Using the word "Renwick" as the filter, copy each matching line from the records.

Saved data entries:
────────
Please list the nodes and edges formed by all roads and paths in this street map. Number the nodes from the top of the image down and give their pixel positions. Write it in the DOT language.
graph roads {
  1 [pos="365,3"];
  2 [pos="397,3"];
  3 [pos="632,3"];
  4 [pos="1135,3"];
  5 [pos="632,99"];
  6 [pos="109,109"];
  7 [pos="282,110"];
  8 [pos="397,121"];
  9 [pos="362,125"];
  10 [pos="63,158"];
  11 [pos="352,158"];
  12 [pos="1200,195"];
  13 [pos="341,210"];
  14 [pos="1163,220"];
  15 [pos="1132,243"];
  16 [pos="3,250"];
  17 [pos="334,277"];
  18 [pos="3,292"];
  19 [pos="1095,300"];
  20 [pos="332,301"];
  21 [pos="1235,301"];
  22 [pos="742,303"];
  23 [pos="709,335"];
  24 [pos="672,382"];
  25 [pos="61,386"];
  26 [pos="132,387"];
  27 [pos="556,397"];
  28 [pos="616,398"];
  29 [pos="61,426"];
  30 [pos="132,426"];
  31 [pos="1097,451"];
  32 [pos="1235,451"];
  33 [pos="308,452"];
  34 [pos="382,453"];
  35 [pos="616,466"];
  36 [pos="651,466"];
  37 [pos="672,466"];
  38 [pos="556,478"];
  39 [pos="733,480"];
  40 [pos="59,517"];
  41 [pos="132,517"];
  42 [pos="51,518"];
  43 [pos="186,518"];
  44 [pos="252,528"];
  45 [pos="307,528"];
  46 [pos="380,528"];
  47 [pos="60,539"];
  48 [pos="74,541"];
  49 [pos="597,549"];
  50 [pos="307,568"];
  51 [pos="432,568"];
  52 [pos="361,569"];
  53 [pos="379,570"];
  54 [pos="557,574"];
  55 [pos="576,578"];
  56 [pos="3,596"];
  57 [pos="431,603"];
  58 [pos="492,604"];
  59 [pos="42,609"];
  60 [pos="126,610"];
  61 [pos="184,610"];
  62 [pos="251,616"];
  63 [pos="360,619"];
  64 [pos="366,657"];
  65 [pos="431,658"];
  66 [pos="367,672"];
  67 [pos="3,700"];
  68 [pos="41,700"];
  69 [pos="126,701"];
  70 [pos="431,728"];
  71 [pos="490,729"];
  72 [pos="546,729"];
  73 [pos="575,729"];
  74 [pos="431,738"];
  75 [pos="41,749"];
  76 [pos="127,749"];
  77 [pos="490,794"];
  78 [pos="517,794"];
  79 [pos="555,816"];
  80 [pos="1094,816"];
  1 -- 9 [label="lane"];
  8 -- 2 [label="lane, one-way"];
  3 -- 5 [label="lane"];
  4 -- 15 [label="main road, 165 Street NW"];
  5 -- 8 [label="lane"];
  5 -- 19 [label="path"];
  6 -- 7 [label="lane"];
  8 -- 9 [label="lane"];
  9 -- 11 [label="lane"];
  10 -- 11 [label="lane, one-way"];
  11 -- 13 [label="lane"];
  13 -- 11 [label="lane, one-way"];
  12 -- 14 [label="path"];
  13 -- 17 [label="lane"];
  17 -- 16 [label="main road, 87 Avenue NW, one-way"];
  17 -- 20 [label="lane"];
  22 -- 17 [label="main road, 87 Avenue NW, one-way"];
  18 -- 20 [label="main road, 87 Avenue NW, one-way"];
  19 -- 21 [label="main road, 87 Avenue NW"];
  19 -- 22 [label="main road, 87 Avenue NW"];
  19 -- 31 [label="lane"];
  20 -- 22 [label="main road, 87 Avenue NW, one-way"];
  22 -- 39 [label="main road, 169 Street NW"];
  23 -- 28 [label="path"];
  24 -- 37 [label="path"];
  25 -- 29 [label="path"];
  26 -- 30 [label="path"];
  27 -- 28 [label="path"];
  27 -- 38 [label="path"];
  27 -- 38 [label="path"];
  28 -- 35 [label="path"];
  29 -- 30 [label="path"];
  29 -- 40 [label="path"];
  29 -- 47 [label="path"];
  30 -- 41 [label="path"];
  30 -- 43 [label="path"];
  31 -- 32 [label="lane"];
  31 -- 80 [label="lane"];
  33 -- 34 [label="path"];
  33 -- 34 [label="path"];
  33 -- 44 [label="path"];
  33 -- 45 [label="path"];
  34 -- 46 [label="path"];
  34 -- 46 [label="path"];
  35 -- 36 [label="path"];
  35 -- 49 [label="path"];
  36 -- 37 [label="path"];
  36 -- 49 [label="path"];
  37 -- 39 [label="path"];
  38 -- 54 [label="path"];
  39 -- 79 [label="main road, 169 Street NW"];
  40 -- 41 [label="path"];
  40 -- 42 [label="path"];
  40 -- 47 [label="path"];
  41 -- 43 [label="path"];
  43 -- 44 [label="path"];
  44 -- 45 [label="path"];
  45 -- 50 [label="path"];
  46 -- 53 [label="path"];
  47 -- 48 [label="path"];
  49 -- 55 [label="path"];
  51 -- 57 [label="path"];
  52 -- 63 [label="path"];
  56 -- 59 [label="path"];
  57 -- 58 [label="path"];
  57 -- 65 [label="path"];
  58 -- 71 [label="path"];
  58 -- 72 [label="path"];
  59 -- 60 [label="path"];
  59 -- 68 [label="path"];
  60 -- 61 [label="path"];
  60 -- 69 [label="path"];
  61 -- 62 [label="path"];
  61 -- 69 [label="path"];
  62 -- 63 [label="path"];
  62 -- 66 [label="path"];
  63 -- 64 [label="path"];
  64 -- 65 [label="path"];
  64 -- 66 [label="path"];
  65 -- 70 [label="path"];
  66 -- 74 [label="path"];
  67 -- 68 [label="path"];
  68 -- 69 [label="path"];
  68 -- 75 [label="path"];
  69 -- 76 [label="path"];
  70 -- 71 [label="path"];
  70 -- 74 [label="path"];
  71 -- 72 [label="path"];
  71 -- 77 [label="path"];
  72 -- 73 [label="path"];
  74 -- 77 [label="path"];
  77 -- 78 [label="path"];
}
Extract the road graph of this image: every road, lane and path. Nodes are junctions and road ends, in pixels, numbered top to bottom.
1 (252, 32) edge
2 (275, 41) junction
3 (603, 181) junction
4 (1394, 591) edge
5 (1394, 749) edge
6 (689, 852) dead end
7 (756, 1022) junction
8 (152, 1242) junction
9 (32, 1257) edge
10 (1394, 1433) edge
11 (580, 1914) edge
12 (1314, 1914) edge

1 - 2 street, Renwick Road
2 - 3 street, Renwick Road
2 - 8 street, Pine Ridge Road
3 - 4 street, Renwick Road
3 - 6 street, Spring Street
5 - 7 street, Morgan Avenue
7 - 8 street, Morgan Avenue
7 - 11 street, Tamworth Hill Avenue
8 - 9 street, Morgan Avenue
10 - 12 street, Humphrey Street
────────
Exercise solution:
1 - 2 street, Renwick Road
2 - 3 street, Renwick Road
3 - 4 street, Renwick Road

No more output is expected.